═══ Records shown
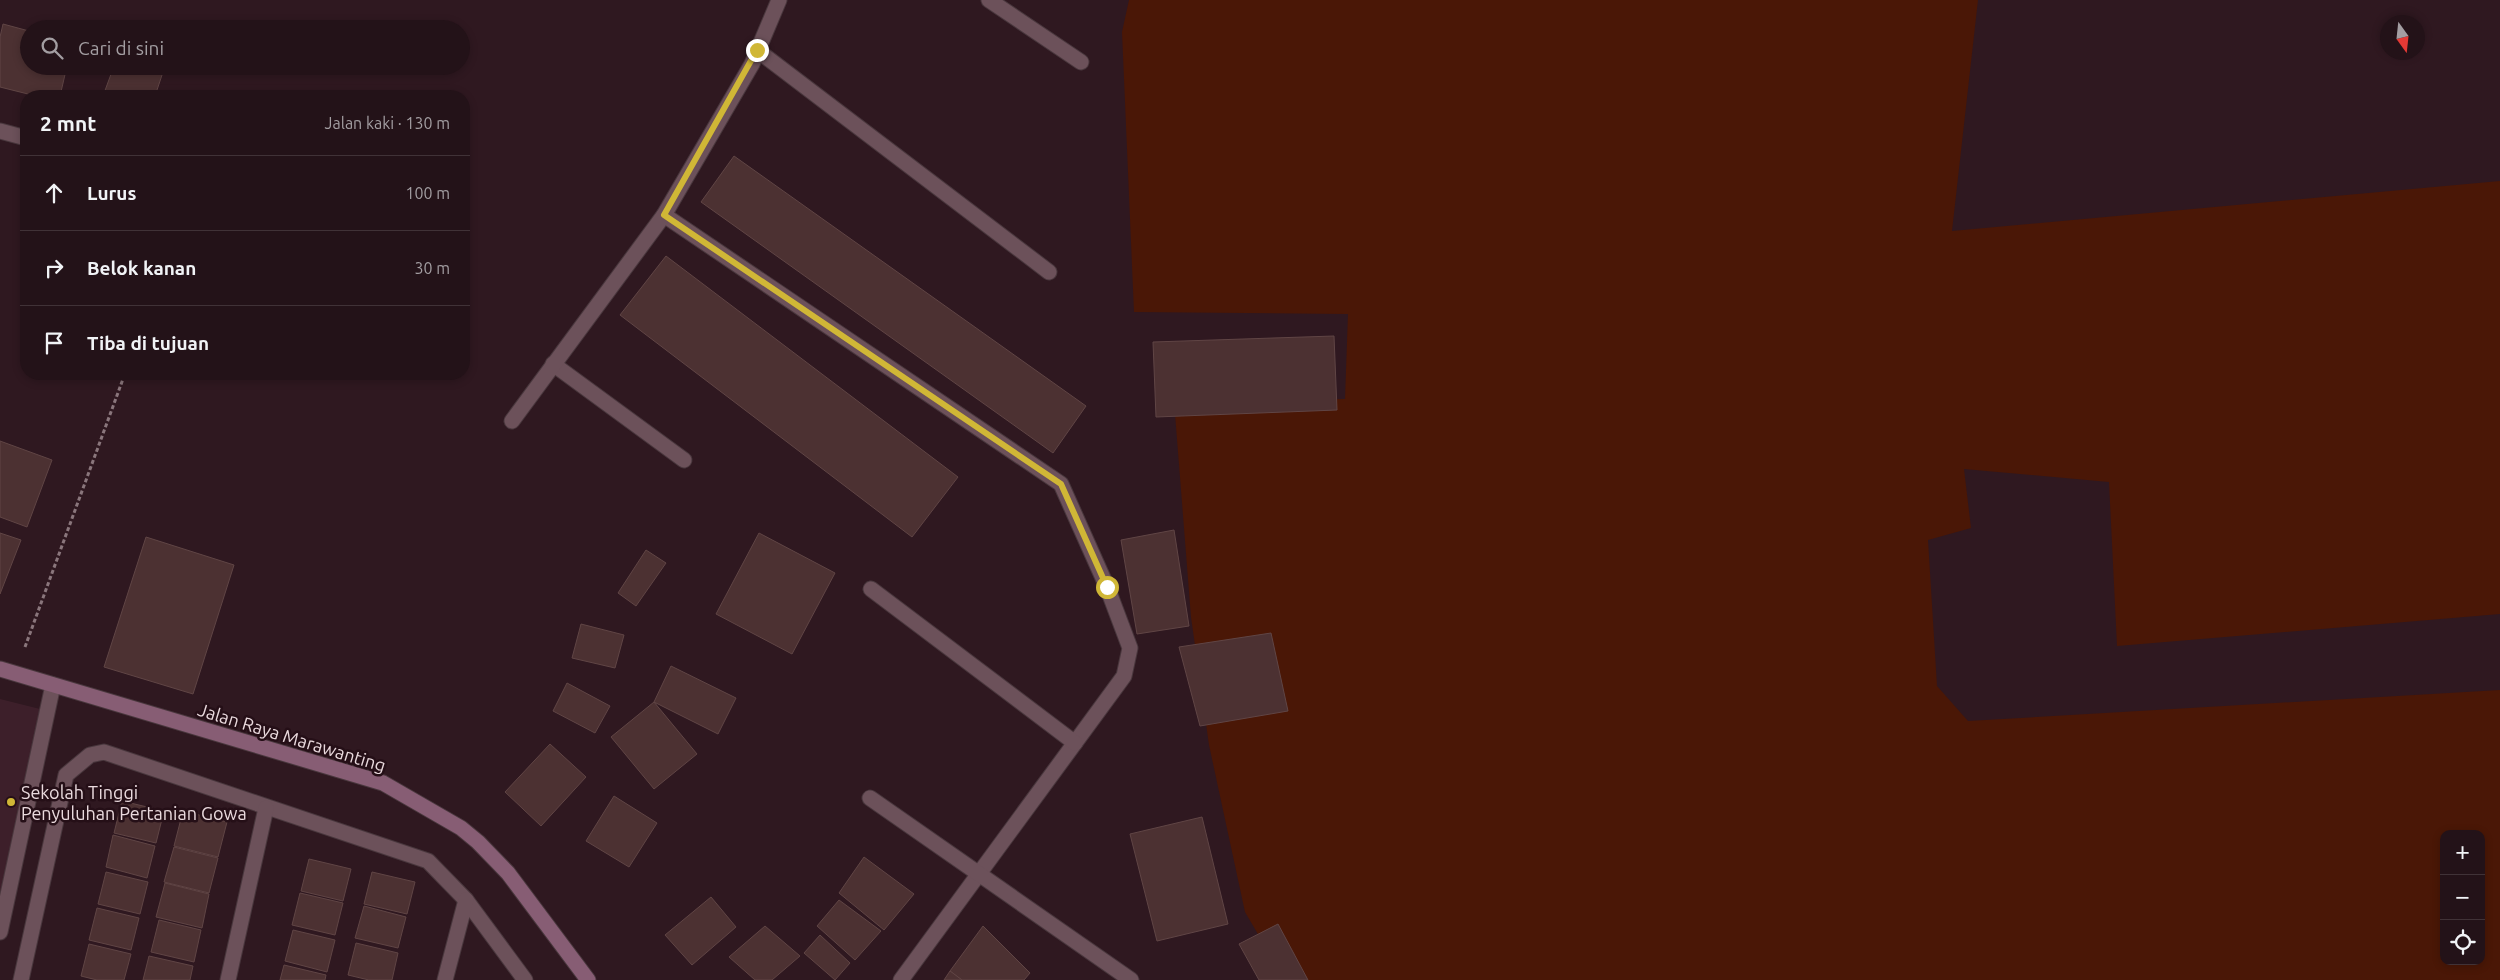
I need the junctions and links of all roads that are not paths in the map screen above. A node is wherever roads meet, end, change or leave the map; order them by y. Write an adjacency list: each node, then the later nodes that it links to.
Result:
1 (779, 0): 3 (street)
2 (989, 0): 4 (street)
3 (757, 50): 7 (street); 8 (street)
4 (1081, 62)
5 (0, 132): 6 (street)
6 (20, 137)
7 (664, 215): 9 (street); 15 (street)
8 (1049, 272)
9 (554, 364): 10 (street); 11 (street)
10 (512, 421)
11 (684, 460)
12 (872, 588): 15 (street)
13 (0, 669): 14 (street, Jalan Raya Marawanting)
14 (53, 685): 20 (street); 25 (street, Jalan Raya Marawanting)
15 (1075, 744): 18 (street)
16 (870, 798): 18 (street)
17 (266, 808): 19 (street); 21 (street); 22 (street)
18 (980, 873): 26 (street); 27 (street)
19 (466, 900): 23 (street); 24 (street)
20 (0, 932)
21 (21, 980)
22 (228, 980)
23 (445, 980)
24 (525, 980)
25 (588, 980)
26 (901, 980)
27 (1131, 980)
══════
Exercise directions: An exact copy of all the lines above is required, with the pictures removed.

Task result:
I need the junctions and links of all roads that are not paths in the map screen above. A node is wherever roads meet, end, change or leave the map; order them by y. Write an adjacency list: each node, then the later nodes that it links to.
Result:
1 (779, 0): 3 (street)
2 (989, 0): 4 (street)
3 (757, 50): 7 (street); 8 (street)
4 (1081, 62)
5 (0, 132): 6 (street)
6 (20, 137)
7 (664, 215): 9 (street); 15 (street)
8 (1049, 272)
9 (554, 364): 10 (street); 11 (street)
10 (512, 421)
11 (684, 460)
12 (872, 588): 15 (street)
13 (0, 669): 14 (street, Jalan Raya Marawanting)
14 (53, 685): 20 (street); 25 (street, Jalan Raya Marawanting)
15 (1075, 744): 18 (street)
16 (870, 798): 18 (street)
17 (266, 808): 19 (street); 21 (street); 22 (street)
18 (980, 873): 26 (street); 27 (street)
19 (466, 900): 23 (street); 24 (street)
20 (0, 932)
21 (21, 980)
22 (228, 980)
23 (445, 980)
24 (525, 980)
25 (588, 980)
26 (901, 980)
27 (1131, 980)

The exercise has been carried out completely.